В ИЖЛТ мне платили за лекцию примерно в 2 раза больше, чем в МГУ. А студенты в ИЖЛТ платили в год примерно в 10 раз меньше, чем студенты экономического факультета МГУ. При этом ИЖЛТ как-то сводил концы с концами. То есть очевидно, что МГУ – колоссальный бизнес-проект. И живет по бизнес-законам. И идет вполне в потоке.

Мне приходилось в качестве репетитора (по математике) иметь дело со студентами МГУ разных лет. Я не скажу, что уровень постоянно падает, или даже что он ниже, чем в наше время. Я скажу – и тогда, и сейчас был и есть стопроцентный балласт, люди, которые ничего не знают.

Ильяшенко в качестве иллюстрации падения уровня университетов приводит далекий внешний пример – как молодые люди забивают насмерть прохожего. Все взаимосвязано; хуже работает сердце – отнимается нога. Спасибо Юлию Сергеевичу, я тоже приведу внешний пример, хотя и ближе к теме.

Лет пять назад мне – тоже как репетитору – сосватали трех студенток второго курса (!) Университета Дизайна и Технологии. Им надо было освоить навыки дифференцирования – вполне нетворческое тупое занятие. Уверенный в успехе, я начал натаскивать девушек, но наталкивался на странные препятствия. На третьем часу сообразил, что проблема не в дифференцировании и не в матанализе вообще, а гораздо ближе к корням. Довольно быстро я дошел до уравнения, для воспроизведения которого мне не понадобится специальных символов:

2х = 6

Девушки втроем не могли его решить. Точнее, нашли икс подбором минут за десять. Мои дети (12 и 14 лет) подтянулись и затаив дыхание наблюдали за аттракционом.
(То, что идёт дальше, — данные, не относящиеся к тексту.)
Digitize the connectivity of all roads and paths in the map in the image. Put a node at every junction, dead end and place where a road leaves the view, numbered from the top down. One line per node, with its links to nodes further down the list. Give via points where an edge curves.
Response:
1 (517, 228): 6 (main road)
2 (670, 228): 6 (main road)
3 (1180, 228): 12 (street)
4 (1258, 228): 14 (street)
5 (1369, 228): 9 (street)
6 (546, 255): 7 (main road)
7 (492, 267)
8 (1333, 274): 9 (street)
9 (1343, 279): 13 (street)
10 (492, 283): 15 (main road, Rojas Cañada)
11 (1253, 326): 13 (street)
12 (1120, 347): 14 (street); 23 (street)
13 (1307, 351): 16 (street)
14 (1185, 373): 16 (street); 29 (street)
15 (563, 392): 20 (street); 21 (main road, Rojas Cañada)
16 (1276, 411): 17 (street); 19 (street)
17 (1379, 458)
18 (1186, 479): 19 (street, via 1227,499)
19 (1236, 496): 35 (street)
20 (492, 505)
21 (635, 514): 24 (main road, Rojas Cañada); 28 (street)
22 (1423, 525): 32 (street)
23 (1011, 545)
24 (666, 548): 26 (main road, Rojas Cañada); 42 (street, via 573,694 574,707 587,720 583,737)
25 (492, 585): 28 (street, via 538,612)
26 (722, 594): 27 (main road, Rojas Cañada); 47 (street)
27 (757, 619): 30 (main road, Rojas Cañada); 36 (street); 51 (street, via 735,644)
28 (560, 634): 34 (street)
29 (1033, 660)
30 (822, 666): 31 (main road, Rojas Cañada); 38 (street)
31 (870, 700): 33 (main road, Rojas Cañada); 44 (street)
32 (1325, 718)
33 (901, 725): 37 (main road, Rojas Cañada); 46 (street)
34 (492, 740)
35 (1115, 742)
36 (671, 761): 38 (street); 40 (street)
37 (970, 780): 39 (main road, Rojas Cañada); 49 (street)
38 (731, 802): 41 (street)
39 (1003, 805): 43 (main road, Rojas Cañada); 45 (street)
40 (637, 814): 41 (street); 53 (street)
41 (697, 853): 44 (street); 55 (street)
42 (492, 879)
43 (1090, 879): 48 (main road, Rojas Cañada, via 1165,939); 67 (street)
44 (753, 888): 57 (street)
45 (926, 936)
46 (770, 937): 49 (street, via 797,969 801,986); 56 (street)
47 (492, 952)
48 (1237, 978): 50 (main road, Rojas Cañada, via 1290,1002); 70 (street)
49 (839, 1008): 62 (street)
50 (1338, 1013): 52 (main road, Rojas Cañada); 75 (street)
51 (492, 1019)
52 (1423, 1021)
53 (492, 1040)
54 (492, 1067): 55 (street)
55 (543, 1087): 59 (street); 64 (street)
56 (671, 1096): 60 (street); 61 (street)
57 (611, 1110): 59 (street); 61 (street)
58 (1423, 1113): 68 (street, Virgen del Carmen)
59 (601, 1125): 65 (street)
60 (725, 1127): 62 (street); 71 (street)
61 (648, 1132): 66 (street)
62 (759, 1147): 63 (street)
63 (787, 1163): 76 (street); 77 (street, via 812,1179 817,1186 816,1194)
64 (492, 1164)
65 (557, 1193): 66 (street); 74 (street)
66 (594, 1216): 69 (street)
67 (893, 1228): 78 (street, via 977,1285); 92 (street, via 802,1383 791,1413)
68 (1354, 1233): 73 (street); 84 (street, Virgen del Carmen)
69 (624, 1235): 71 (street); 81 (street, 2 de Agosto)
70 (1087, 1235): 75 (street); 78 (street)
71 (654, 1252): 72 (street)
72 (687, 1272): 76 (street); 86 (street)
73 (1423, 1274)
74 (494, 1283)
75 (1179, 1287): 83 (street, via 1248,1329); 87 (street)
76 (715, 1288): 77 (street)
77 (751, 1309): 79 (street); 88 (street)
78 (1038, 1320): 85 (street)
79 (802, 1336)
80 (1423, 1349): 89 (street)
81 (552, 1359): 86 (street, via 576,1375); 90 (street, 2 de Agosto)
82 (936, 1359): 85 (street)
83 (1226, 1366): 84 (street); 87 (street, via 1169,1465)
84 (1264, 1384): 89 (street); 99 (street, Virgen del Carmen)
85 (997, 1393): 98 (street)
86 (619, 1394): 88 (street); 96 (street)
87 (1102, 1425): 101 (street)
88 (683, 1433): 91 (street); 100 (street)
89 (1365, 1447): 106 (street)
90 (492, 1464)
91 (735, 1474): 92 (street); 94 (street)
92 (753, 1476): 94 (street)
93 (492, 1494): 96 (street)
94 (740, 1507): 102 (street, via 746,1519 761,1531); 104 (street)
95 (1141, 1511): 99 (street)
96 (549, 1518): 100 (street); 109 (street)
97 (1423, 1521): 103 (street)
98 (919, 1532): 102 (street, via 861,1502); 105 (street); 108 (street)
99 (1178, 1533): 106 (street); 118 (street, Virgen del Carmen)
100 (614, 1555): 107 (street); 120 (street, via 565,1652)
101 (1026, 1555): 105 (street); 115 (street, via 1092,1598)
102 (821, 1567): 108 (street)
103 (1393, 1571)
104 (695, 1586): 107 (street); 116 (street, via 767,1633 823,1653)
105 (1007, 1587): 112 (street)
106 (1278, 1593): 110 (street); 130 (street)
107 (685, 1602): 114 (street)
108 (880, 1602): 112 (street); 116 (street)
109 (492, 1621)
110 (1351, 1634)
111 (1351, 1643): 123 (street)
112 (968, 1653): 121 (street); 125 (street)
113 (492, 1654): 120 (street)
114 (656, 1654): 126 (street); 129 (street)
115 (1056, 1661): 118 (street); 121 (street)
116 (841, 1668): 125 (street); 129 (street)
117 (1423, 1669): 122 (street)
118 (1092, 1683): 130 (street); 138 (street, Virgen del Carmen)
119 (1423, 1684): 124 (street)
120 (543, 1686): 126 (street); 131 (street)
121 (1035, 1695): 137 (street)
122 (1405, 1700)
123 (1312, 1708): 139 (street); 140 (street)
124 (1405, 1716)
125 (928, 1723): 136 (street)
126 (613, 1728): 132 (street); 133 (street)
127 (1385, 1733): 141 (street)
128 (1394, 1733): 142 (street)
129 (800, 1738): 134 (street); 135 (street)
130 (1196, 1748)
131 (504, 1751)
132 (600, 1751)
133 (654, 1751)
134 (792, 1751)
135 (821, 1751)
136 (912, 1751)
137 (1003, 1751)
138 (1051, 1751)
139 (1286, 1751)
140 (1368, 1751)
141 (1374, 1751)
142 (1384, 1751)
Напомню – это студентки второго курса. То есть они успешно окончили третий класс, пятый класс, десятый, школу, поступили в вуз, перешли на второй курс.

Думаю, имеет смысл как-то оценивать деятельность российского учебного заведения по лучшим студентам и выпускникам. Потому что если судить по худшим или хотя бы по средним, мы очень огорчимся. Никаких гарантий образование заведомо не дает.